Omit all pictures, then retype the data exactly as given.

Content starts

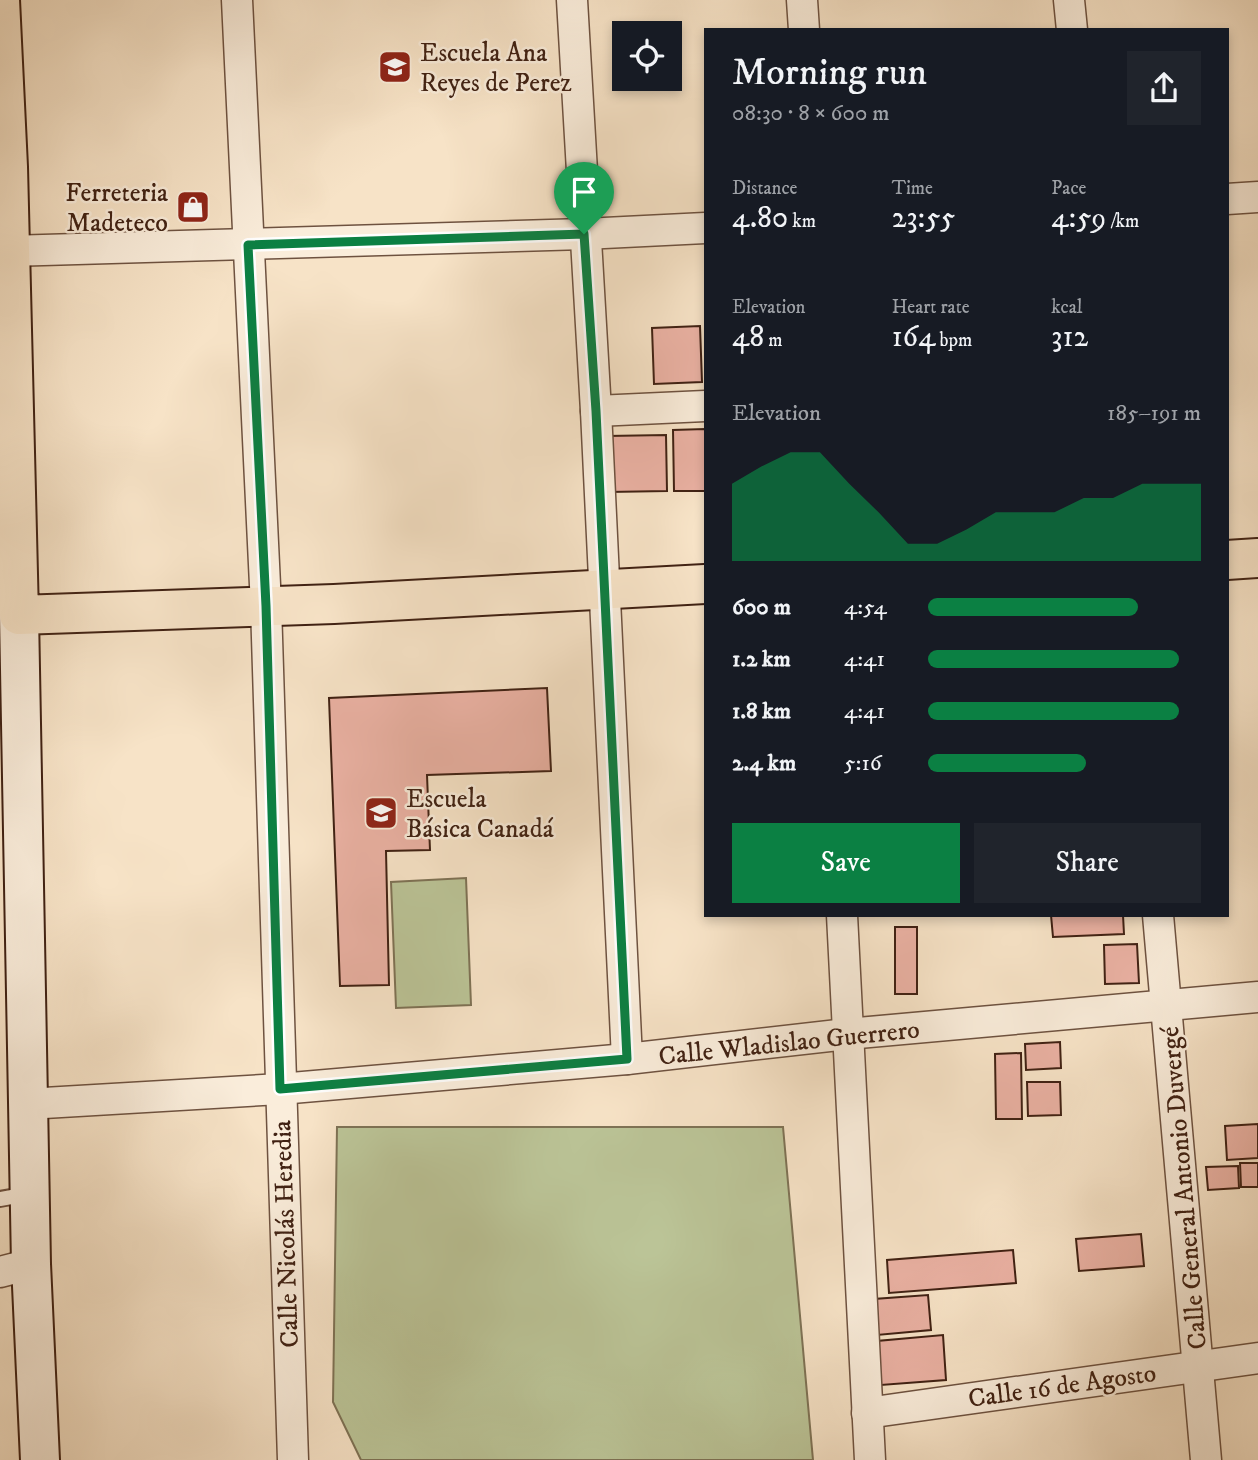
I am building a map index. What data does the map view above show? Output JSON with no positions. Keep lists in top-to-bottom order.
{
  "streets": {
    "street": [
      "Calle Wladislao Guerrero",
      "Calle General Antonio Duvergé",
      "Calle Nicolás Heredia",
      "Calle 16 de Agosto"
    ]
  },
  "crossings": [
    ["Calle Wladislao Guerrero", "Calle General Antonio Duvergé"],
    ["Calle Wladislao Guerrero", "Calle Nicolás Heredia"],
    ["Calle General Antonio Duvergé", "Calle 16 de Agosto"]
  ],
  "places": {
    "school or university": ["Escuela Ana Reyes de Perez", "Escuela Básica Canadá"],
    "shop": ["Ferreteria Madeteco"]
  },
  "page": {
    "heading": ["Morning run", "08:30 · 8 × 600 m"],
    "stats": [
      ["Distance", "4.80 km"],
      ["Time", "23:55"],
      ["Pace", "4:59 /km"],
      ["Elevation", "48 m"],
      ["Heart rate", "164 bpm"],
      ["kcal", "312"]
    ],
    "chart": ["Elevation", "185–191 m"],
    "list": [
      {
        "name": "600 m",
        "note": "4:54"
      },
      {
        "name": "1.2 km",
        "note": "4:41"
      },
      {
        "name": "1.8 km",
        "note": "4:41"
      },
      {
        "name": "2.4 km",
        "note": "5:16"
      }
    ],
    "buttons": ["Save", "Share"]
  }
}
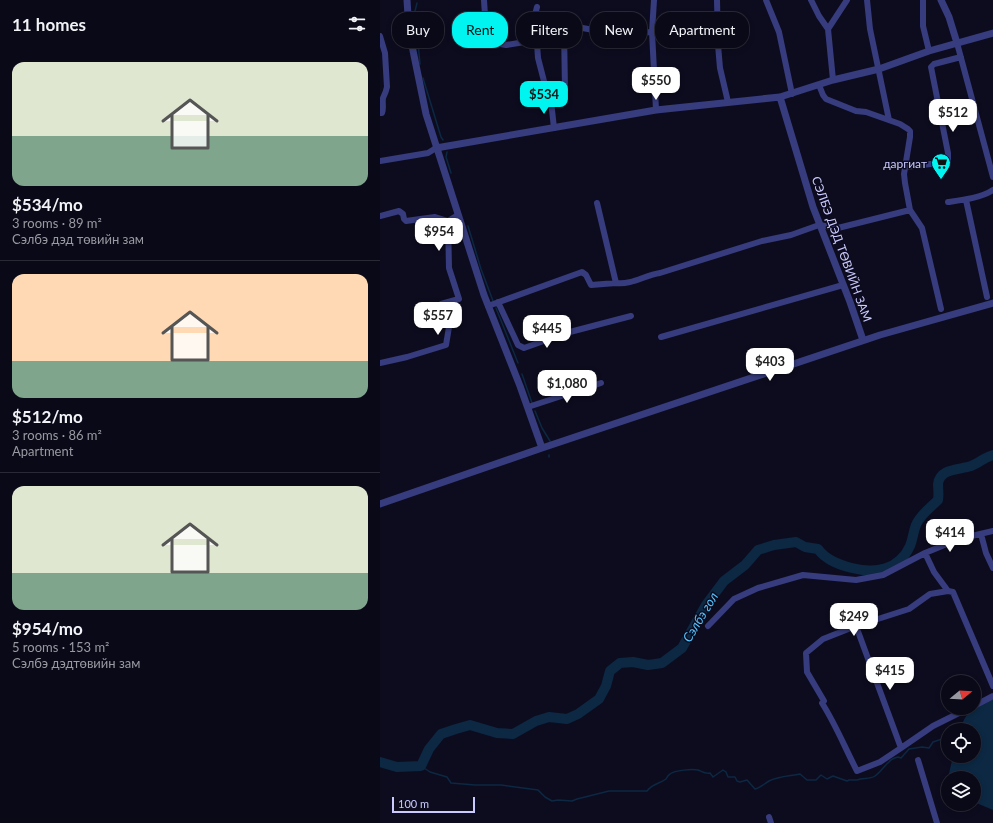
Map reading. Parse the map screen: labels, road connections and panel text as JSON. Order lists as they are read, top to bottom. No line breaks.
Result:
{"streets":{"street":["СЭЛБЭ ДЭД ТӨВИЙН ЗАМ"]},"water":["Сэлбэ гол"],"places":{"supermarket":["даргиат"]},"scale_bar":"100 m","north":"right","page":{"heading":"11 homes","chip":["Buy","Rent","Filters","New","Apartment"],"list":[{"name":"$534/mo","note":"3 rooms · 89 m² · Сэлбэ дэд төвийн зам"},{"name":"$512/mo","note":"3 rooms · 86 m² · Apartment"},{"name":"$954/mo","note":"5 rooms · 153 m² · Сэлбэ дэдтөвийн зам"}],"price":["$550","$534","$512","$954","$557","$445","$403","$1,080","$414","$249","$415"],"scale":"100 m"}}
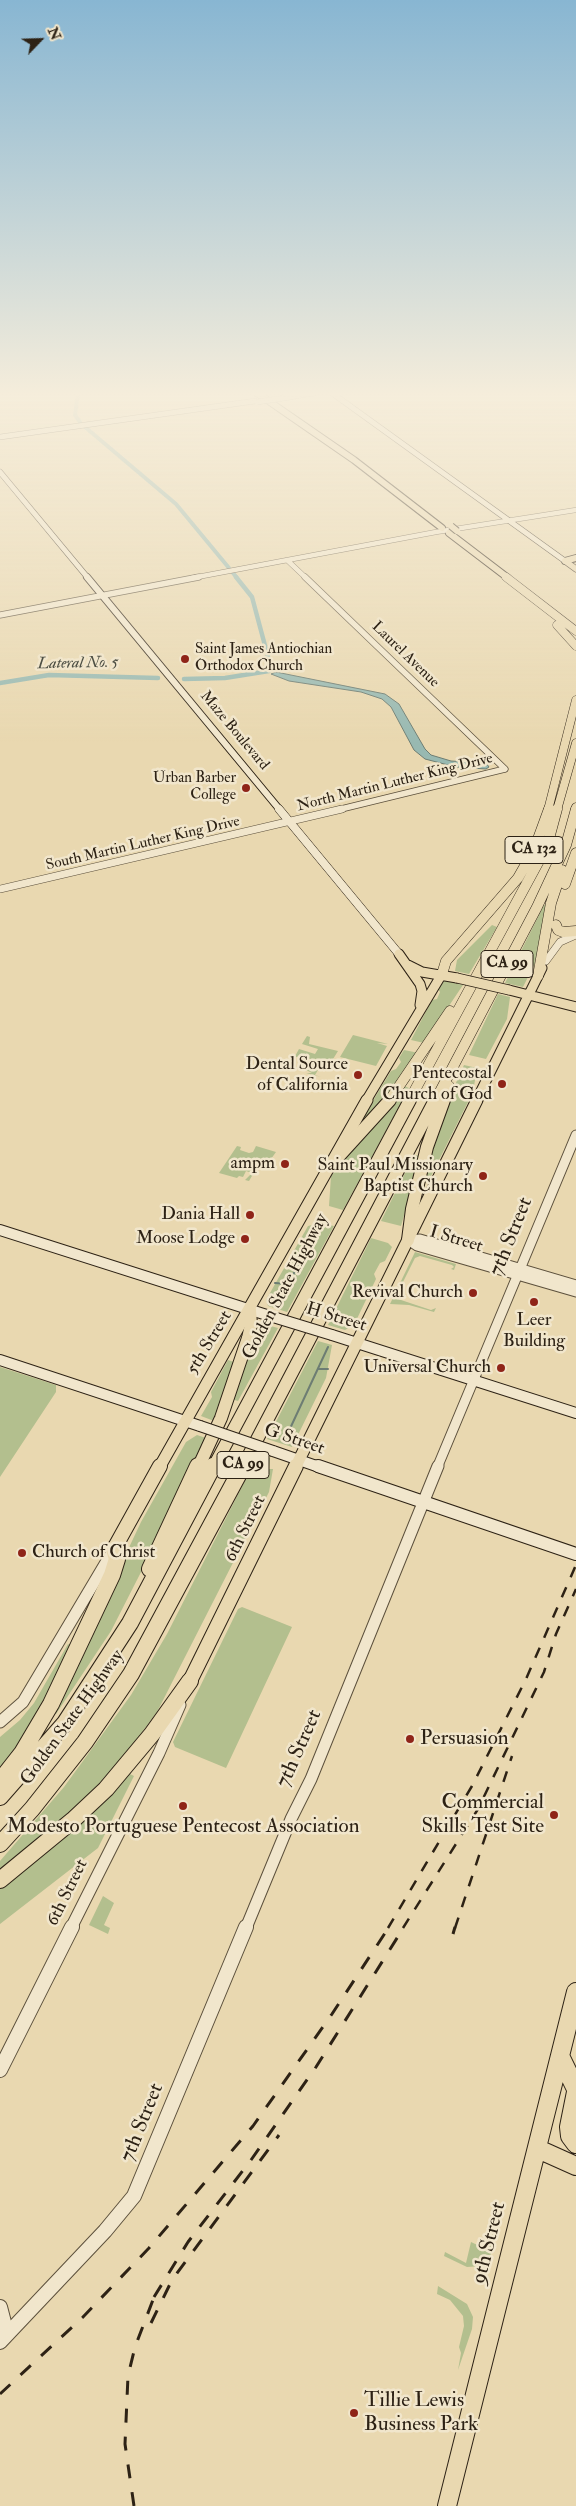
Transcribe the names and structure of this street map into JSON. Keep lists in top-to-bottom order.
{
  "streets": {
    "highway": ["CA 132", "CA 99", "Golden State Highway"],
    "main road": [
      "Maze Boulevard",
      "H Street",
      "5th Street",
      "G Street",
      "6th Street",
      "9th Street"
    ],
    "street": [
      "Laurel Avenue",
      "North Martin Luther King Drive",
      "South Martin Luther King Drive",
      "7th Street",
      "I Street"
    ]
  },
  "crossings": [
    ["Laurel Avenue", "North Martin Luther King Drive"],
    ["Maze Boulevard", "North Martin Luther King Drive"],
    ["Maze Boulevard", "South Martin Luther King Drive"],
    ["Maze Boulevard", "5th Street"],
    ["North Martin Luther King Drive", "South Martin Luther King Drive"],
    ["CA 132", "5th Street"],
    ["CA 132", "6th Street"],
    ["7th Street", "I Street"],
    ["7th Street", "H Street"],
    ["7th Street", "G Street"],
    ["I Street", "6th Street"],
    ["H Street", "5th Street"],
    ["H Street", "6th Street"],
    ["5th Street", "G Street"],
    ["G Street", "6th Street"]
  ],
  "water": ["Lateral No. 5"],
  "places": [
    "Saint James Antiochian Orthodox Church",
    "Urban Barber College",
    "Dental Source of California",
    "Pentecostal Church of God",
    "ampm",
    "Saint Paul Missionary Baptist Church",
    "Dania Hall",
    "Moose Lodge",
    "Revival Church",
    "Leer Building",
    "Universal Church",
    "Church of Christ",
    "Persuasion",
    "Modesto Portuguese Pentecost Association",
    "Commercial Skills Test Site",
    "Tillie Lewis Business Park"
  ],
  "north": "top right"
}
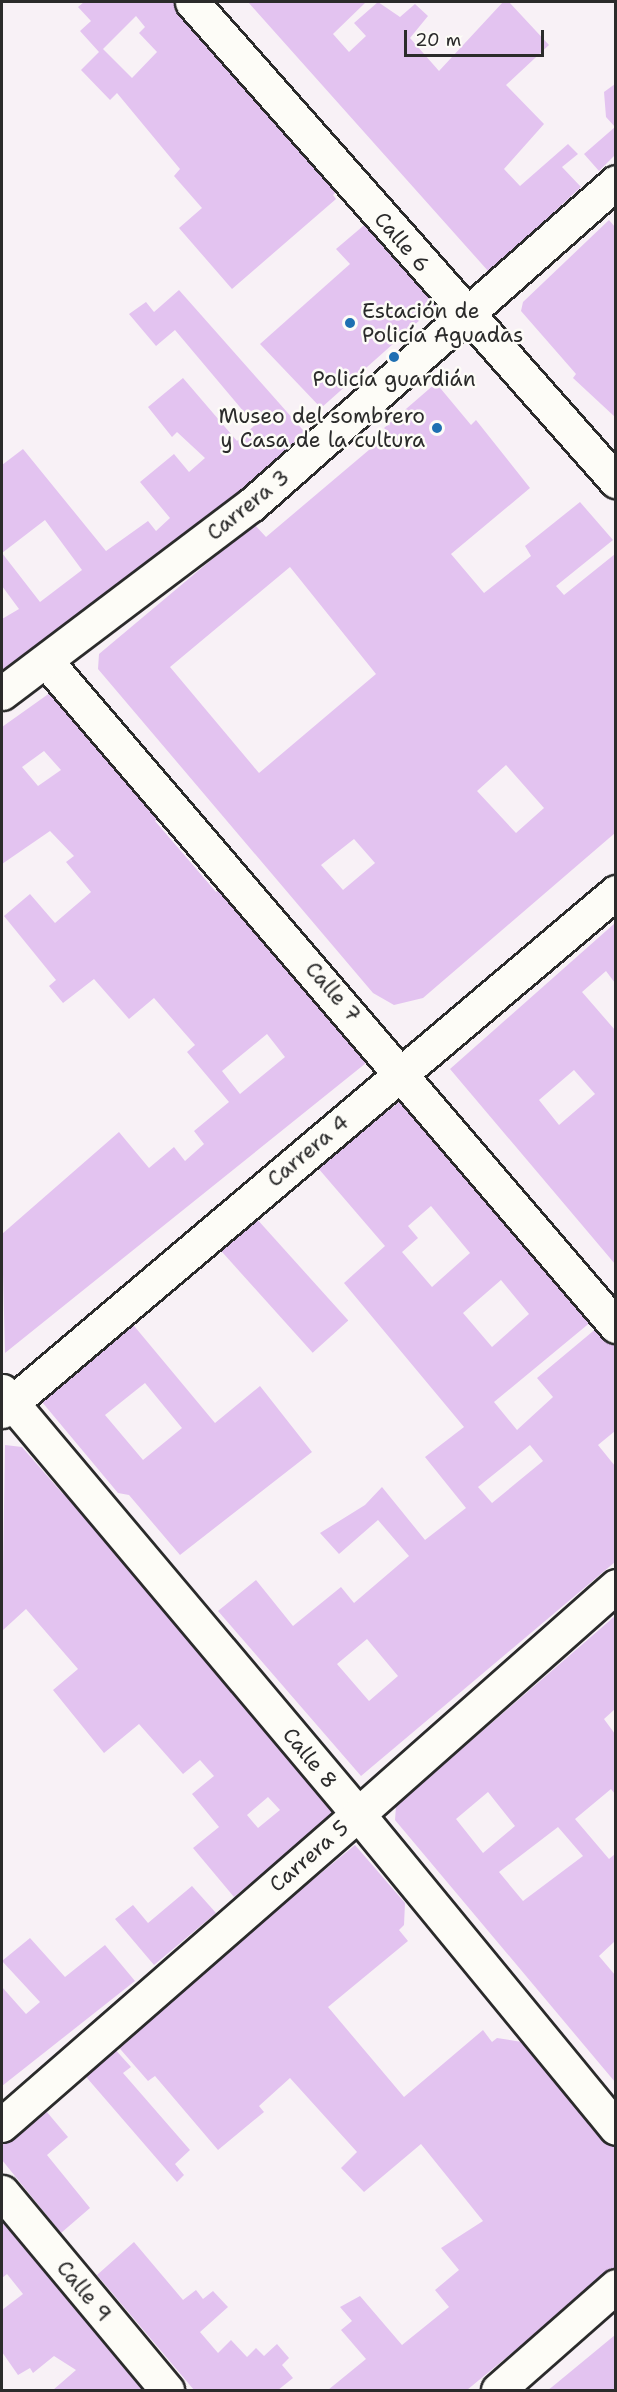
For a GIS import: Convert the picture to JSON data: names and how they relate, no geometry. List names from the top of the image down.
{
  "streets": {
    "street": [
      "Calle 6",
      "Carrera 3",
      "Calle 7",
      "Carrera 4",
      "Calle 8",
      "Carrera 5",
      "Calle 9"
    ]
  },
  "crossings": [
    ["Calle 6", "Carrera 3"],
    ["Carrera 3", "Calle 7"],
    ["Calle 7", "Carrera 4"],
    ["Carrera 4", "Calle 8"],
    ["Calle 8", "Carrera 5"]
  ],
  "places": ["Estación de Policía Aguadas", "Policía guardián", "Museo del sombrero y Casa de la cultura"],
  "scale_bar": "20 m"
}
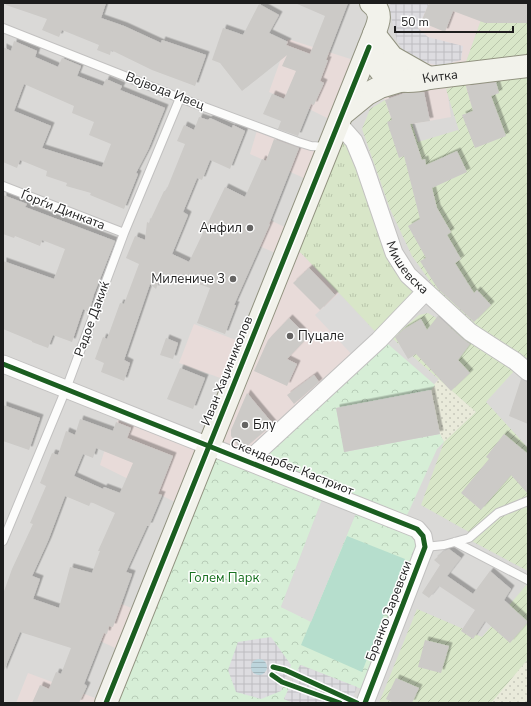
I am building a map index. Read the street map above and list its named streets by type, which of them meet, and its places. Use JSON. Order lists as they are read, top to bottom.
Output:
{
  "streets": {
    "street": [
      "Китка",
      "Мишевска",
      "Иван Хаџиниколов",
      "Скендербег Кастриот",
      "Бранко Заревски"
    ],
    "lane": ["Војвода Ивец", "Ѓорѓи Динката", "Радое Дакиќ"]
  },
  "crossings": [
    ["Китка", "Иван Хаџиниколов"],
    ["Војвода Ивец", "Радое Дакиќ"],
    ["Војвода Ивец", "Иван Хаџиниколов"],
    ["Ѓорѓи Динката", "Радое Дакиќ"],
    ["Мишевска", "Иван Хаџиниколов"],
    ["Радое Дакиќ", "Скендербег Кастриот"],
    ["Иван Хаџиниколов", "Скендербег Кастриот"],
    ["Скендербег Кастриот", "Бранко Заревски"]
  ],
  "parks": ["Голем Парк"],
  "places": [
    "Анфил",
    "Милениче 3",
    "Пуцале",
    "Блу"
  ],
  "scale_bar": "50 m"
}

Content ends

RESPONSE BELOW =>
I am building a map index. What data does the map view above show? Output JSON with no positions. Keep lists in top-to-bottom order.
{
  "streets": {
    "street": [
      "Calle Wladislao Guerrero",
      "Calle General Antonio Duvergé",
      "Calle Nicolás Heredia",
      "Calle 16 de Agosto"
    ]
  },
  "crossings": [
    ["Calle Wladislao Guerrero", "Calle General Antonio Duvergé"],
    ["Calle Wladislao Guerrero", "Calle Nicolás Heredia"],
    ["Calle General Antonio Duvergé", "Calle 16 de Agosto"]
  ],
  "places": {
    "school or university": ["Escuela Ana Reyes de Perez", "Escuela Básica Canadá"],
    "shop": ["Ferreteria Madeteco"]
  },
  "page": {
    "heading": ["Morning run", "08:30 · 8 × 600 m"],
    "stats": [
      ["Distance", "4.80 km"],
      ["Time", "23:55"],
      ["Pace", "4:59 /km"],
      ["Elevation", "48 m"],
      ["Heart rate", "164 bpm"],
      ["kcal", "312"]
    ],
    "chart": ["Elevation", "185–191 m"],
    "list": [
      {
        "name": "600 m",
        "note": "4:54"
      },
      {
        "name": "1.2 km",
        "note": "4:41"
      },
      {
        "name": "1.8 km",
        "note": "4:41"
      },
      {
        "name": "2.4 km",
        "note": "5:16"
      }
    ],
    "buttons": ["Save", "Share"]
  }
}
Map reading. Parse the map screen: labels, road connections and panel text as JSON. Order lists as they are read, top to bottom. No line breaks.
Result:
{"streets":{"street":["СЭЛБЭ ДЭД ТӨВИЙН ЗАМ"]},"water":["Сэлбэ гол"],"places":{"supermarket":["даргиат"]},"scale_bar":"100 m","north":"right","page":{"heading":"11 homes","chip":["Buy","Rent","Filters","New","Apartment"],"list":[{"name":"$534/mo","note":"3 rooms · 89 m² · Сэлбэ дэд төвийн зам"},{"name":"$512/mo","note":"3 rooms · 86 m² · Apartment"},{"name":"$954/mo","note":"5 rooms · 153 m² · Сэлбэ дэдтөвийн зам"}],"price":["$550","$534","$512","$954","$557","$445","$403","$1,080","$414","$249","$415"],"scale":"100 m"}}
Transcribe the names and structure of this street map into JSON. Keep lists in top-to-bottom order.
{
  "streets": {
    "highway": ["CA 132", "CA 99", "Golden State Highway"],
    "main road": [
      "Maze Boulevard",
      "H Street",
      "5th Street",
      "G Street",
      "6th Street",
      "9th Street"
    ],
    "street": [
      "Laurel Avenue",
      "North Martin Luther King Drive",
      "South Martin Luther King Drive",
      "7th Street",
      "I Street"
    ]
  },
  "crossings": [
    ["Laurel Avenue", "North Martin Luther King Drive"],
    ["Maze Boulevard", "North Martin Luther King Drive"],
    ["Maze Boulevard", "South Martin Luther King Drive"],
    ["Maze Boulevard", "5th Street"],
    ["North Martin Luther King Drive", "South Martin Luther King Drive"],
    ["CA 132", "5th Street"],
    ["CA 132", "6th Street"],
    ["7th Street", "I Street"],
    ["7th Street", "H Street"],
    ["7th Street", "G Street"],
    ["I Street", "6th Street"],
    ["H Street", "5th Street"],
    ["H Street", "6th Street"],
    ["5th Street", "G Street"],
    ["G Street", "6th Street"]
  ],
  "water": ["Lateral No. 5"],
  "places": [
    "Saint James Antiochian Orthodox Church",
    "Urban Barber College",
    "Dental Source of California",
    "Pentecostal Church of God",
    "ampm",
    "Saint Paul Missionary Baptist Church",
    "Dania Hall",
    "Moose Lodge",
    "Revival Church",
    "Leer Building",
    "Universal Church",
    "Church of Christ",
    "Persuasion",
    "Modesto Portuguese Pentecost Association",
    "Commercial Skills Test Site",
    "Tillie Lewis Business Park"
  ],
  "north": "top right"
}
For a GIS import: Convert the picture to JSON data: names and how they relate, no geometry. List names from the top of the image down.
{
  "streets": {
    "street": [
      "Calle 6",
      "Carrera 3",
      "Calle 7",
      "Carrera 4",
      "Calle 8",
      "Carrera 5",
      "Calle 9"
    ]
  },
  "crossings": [
    ["Calle 6", "Carrera 3"],
    ["Carrera 3", "Calle 7"],
    ["Calle 7", "Carrera 4"],
    ["Carrera 4", "Calle 8"],
    ["Calle 8", "Carrera 5"]
  ],
  "places": ["Estación de Policía Aguadas", "Policía guardián", "Museo del sombrero y Casa de la cultura"],
  "scale_bar": "20 m"
}
I am building a map index. Read the street map above and list its named streets by type, which of them meet, and its places. Use JSON. Order lists as they are read, top to bottom.
Output:
{
  "streets": {
    "street": [
      "Китка",
      "Мишевска",
      "Иван Хаџиниколов",
      "Скендербег Кастриот",
      "Бранко Заревски"
    ],
    "lane": ["Војвода Ивец", "Ѓорѓи Динката", "Радое Дакиќ"]
  },
  "crossings": [
    ["Китка", "Иван Хаџиниколов"],
    ["Војвода Ивец", "Радое Дакиќ"],
    ["Војвода Ивец", "Иван Хаџиниколов"],
    ["Ѓорѓи Динката", "Радое Дакиќ"],
    ["Мишевска", "Иван Хаџиниколов"],
    ["Радое Дакиќ", "Скендербег Кастриот"],
    ["Иван Хаџиниколов", "Скендербег Кастриот"],
    ["Скендербег Кастриот", "Бранко Заревски"]
  ],
  "parks": ["Голем Парк"],
  "places": [
    "Анфил",
    "Милениче 3",
    "Пуцале",
    "Блу"
  ],
  "scale_bar": "50 m"
}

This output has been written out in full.